Uno de los alumnos de Langdon resumió la compleja historia con una divertida y acertada apostilla: «A los cristianos les gustan las caras, y a los musulmanes, las palabras».

—Ante nosotros —prosiguió Mirsat, señalando al otro lado del increíble espacio— tenemos una mezcla única de cristianismo e islam.

Rápidamente, les mostró la fusión de símbolos que había en el enorme ábside, entre los que destacaba la Virgen y el Niño visibles sobre la mihrab, el nicho semicircular que en una mezquita señala la dirección de la Meca. A su lado, una escalera conducía al púlpito del orador. Este era parecido al que se utiliza en los sermones cristianos pero, en realidad, se trataba de una minbar, la plataforma sagrada desde la que el imán conducía los servicios del viernes. De igual modo, la estructura que había al lado parecía un coro cristiano, pero en realidad era una müezzin mahfili, una plataforma elevada en la que un muecín se arrodilla y canta en respuesta a las oraciones del imán.

—Las mezquitas y las catedrales son en realidad muy similares —proclamó Mirsat—. ¡Las tradiciones de Occidente y Oriente no son tan distintas como uno podría imaginar!

—¿Mirsat? —dijo Brüder con impaciencia—. Si no le importa, nos gustaría ver la tumba de Dandolo.

Mirsat se sintió ligeramente molesto, como si el apuro del hombre fuera una falta de respeto al edificio.

—Sí —dijo Langdon—. Lamento que estemos apurados, pero no disponemos de mucho tiempo.

—Está bien, pues —dijo Mirsat, señalando un balcón alto que había a su izquierda—. Vayamos al piso de arriba a ver la tumba.

—¿Arriba? —respondió Langdon, desconcertado—. ¿No está enterrado en la cripta? —Langdon recordaba la lápida, pero no el lugar exacto en el que se encontraba. Había creído que estaría en una oscura zona subterránea del edificio.

A Mirsat le extrañó la pregunta.

—No, profesor, la tumba de Enrico Dandolo se encuentra arriba.

«¿Qué está pasando aquí?», se preguntó Mirsat.

Cuando Langdon le había dicho que quería ver la tumba de Dandolo, él había creído que se trataba de una especie de señuelo. «Nadie quiere ver la tumba de Dandolo». Había supuesto que lo que en verdad quería ver era el enigmático tesoro que había justo al lado: el Mosaico de la Déesis, un Cristo Pantocrátor que posiblemente era una de las obras de arte más misteriosas de todo el edificio.

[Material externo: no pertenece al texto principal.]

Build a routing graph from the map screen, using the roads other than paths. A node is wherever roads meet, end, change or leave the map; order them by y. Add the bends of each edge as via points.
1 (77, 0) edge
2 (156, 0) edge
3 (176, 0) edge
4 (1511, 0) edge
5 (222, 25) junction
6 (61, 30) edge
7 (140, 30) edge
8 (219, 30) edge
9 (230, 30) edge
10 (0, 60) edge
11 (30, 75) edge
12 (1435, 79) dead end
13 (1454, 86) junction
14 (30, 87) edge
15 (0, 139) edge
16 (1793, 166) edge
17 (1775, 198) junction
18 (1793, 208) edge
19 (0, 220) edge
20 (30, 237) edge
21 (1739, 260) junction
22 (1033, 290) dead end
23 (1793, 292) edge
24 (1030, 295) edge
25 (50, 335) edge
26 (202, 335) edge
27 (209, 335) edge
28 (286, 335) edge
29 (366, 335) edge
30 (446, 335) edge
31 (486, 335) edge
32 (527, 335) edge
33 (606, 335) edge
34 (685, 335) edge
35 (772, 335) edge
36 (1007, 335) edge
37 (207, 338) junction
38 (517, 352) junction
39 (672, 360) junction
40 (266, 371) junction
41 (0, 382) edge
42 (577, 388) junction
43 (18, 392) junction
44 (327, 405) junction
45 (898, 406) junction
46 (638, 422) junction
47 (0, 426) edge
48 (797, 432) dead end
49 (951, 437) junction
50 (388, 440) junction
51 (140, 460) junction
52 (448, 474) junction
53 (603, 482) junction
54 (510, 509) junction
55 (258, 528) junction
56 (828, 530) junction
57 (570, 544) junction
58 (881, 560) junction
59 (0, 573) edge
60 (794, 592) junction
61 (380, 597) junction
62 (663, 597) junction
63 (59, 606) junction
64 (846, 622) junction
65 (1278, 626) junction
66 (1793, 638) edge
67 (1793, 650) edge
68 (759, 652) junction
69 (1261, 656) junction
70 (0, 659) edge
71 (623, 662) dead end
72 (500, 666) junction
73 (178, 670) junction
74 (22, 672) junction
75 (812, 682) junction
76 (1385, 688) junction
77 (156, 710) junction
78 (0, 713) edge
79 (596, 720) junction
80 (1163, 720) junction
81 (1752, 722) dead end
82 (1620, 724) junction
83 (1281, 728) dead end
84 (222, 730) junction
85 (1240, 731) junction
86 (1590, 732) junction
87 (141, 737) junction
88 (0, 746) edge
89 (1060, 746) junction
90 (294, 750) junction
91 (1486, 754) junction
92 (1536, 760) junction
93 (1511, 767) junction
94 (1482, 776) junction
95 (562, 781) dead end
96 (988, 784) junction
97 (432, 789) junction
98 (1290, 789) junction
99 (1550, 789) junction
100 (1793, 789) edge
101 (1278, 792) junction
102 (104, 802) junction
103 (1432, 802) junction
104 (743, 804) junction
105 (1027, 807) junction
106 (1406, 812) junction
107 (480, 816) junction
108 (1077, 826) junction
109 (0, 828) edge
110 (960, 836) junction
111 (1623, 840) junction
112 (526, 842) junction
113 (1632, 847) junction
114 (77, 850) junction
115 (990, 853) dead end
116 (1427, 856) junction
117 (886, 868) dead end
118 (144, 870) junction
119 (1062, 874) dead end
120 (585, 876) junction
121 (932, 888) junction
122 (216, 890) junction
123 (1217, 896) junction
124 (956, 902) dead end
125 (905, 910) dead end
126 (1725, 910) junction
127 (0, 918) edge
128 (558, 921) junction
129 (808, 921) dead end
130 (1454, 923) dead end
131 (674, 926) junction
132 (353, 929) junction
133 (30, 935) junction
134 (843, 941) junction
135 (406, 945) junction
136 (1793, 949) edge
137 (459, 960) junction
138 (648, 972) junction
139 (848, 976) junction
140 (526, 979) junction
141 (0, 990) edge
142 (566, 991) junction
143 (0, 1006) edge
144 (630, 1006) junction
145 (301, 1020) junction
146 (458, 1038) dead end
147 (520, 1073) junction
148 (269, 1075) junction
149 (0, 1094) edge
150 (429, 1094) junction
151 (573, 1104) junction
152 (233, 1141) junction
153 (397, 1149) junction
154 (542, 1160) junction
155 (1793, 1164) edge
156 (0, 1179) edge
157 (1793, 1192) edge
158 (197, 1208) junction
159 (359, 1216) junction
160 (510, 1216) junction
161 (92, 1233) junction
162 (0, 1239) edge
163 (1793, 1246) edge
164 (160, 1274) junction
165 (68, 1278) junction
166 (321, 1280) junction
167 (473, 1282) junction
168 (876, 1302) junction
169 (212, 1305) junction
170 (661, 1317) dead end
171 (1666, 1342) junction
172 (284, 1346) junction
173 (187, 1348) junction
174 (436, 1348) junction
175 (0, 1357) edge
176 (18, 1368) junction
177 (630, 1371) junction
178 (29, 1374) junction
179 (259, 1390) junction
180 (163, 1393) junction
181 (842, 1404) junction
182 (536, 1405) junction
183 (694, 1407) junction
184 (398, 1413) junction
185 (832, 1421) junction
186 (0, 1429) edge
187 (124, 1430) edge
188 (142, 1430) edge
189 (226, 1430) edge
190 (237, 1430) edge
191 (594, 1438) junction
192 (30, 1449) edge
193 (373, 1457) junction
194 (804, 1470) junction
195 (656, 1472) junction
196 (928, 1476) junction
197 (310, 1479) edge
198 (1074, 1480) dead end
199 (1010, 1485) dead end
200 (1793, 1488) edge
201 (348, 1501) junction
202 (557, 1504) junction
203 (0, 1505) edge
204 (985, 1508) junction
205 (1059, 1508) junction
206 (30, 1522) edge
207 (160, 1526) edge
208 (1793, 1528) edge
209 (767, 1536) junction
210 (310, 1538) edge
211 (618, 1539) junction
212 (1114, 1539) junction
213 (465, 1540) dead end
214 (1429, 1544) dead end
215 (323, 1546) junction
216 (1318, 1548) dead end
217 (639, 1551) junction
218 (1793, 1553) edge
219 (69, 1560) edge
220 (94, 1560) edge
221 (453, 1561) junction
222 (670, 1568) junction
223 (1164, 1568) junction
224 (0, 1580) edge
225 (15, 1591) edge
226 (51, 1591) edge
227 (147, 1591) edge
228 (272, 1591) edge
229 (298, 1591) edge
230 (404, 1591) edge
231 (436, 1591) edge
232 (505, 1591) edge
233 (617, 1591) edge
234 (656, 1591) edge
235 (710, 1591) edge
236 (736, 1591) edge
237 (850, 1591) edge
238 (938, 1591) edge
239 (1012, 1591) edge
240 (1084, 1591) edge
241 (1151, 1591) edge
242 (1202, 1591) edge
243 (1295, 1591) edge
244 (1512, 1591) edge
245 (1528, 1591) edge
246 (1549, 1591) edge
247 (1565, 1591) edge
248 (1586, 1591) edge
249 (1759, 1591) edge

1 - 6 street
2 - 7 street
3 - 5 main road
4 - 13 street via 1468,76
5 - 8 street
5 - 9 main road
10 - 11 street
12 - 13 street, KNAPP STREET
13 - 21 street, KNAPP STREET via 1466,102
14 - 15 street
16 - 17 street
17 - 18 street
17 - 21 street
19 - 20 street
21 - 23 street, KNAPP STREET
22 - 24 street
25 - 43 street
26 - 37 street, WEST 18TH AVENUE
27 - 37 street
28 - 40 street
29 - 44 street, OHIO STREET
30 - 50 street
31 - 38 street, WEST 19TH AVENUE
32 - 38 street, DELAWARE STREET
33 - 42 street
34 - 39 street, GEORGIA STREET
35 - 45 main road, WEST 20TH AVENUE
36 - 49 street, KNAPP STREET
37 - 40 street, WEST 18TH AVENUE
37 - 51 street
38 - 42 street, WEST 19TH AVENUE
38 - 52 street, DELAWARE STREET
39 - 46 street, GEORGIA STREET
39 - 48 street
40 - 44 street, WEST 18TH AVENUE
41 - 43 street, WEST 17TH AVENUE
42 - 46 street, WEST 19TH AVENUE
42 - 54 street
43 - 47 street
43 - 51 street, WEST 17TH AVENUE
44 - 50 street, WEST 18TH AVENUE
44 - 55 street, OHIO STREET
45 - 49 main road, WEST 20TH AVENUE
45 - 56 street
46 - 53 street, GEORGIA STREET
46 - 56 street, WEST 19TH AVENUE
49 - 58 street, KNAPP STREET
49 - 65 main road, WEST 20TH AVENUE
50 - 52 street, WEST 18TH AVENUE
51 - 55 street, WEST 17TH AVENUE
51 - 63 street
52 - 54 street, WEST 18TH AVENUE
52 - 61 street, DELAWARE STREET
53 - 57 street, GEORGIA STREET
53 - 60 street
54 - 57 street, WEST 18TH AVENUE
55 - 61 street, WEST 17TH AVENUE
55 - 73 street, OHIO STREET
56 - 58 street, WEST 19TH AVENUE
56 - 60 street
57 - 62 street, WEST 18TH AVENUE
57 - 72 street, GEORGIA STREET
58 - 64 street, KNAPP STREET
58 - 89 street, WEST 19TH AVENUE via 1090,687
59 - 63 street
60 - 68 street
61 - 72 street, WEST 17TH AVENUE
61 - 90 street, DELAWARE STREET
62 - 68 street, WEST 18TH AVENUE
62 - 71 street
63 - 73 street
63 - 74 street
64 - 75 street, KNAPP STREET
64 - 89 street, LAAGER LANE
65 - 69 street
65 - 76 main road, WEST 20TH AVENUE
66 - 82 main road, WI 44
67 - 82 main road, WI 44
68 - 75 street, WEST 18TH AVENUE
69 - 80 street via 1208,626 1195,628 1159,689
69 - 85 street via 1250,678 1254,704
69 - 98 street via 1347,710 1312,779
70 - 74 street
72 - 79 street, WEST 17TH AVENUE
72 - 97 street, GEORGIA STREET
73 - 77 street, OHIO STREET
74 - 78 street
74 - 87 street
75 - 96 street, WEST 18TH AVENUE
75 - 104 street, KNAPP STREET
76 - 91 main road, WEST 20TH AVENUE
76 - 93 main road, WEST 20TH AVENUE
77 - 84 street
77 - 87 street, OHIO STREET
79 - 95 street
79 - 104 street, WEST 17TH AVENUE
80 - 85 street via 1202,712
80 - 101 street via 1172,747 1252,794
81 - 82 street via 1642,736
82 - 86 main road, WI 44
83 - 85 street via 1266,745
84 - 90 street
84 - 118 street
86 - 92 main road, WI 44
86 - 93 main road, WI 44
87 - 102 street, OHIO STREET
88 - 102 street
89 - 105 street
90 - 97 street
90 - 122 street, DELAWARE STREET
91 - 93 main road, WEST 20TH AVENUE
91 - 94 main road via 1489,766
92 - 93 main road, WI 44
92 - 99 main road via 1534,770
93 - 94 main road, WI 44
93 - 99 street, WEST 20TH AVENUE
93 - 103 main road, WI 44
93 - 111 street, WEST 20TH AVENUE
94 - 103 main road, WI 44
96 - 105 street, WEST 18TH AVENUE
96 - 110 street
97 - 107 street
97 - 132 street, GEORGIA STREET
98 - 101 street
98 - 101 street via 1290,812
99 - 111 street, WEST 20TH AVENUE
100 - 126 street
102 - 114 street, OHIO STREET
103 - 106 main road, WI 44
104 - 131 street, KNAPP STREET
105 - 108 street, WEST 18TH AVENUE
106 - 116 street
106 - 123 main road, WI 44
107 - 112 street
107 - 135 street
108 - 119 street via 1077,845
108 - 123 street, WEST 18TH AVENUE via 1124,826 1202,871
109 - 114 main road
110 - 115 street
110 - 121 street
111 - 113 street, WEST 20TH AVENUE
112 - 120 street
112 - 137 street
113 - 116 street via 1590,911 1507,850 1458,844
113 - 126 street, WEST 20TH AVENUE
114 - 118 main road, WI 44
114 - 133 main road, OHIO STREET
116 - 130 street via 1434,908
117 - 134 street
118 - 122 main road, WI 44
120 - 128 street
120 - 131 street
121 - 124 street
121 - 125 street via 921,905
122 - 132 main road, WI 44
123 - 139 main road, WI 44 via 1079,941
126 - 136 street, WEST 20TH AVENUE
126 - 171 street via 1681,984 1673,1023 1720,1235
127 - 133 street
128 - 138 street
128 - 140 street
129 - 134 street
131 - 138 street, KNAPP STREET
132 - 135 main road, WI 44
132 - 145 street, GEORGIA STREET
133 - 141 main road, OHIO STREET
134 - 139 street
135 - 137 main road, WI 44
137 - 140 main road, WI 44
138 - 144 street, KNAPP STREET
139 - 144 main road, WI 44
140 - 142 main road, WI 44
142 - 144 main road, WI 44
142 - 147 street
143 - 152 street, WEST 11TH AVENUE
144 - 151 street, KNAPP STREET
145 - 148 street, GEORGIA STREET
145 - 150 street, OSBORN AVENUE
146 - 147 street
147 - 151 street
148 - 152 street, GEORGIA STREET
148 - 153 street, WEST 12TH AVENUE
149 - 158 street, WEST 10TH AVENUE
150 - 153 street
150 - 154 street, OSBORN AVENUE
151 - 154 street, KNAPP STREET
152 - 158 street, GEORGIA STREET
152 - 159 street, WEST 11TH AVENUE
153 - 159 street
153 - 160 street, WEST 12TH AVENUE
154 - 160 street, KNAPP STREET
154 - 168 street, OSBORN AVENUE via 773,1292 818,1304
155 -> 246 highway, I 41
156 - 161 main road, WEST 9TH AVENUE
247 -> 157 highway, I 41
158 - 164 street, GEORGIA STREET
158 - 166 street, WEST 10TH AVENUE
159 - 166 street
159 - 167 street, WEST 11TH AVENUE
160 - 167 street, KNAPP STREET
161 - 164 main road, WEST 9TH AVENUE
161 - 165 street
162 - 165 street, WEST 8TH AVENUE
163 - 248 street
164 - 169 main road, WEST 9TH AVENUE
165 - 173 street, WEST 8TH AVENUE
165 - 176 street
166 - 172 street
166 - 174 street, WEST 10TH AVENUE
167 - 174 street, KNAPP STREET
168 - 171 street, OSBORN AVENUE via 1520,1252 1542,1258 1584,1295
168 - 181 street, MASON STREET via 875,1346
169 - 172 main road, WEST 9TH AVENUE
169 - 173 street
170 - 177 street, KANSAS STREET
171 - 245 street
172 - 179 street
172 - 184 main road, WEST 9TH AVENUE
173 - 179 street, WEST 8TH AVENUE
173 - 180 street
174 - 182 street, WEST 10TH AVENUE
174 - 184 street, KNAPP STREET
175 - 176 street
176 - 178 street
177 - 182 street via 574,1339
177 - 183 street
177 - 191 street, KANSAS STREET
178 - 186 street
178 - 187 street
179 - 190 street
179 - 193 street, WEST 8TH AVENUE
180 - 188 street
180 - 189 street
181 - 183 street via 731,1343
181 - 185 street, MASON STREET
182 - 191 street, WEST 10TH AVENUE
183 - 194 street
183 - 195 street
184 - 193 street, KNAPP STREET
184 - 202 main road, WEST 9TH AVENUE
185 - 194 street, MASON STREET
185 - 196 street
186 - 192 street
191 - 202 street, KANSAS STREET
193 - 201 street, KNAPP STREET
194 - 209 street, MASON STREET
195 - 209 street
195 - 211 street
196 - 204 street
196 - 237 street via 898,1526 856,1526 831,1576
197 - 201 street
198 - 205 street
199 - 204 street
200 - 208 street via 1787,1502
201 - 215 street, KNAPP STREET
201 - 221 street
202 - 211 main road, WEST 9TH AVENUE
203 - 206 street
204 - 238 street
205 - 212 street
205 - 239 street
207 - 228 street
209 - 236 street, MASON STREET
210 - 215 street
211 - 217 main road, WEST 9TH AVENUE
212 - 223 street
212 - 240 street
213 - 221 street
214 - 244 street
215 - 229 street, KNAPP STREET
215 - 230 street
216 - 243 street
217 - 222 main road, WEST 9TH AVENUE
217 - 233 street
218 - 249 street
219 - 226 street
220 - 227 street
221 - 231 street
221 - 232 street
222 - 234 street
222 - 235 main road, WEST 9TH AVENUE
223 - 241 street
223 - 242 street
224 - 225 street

«Langdon está estudiando el mosaico, pero no quiere que se sepa», había pensado Mirsat, creyendo que el profesor estaba escribiendo un artículo secreto al respecto.

En ese momento, sin embargo, Mirsat se sintió confundido. Sin duda, Langdon sabía que el Mosaico de la Déesis se encontraba en el primer piso, ¿por qué entonces se mostraba tan sorprendido?

«A no ser que realmente quiera ver la tumba de Dandolo».

Desconcertado, Mirsat les condujo hacia la escalera. De camino, pasaron por delante de una de las dos famosas urnas de Santa Sofía: un enorme recipiente con capacidad para 1250 litros que había sido tallado en una única pieza de mármol durante el período helenístico.

Mientras ascendía en silencio con su séquito, Mirsat no pudo evitar sentirse algo inquieto. Los colegas de Langdon no parecían académicos. Uno de ellos, musculoso y rígido, y vestido de negro de arriba abajo, parecía más bien un soldado. Y la mujer del cabello plateado le era familiar. La había visto antes. «¿Quizá en la televisión?».

Comenzaba a sospechar que el propósito de su visita no era el que parecía ser. «¿Por qué está en verdad aquí?».

—Un tramo más —anunció con una sonrisa Mirsat al llegar al descanso—. En el siguiente piso encontraremos la tumba de Dandolo y, claro —se detuvo un momento y miró a Langdon—, el célebre Mosaico de la Déesis.

Ni siquiera se inmutó.

Al parecer, Langdon no había ido a ver el mosaico. Él y sus acompañantes parecían inexplicablemente obsesionados con la tumba de Dandolo.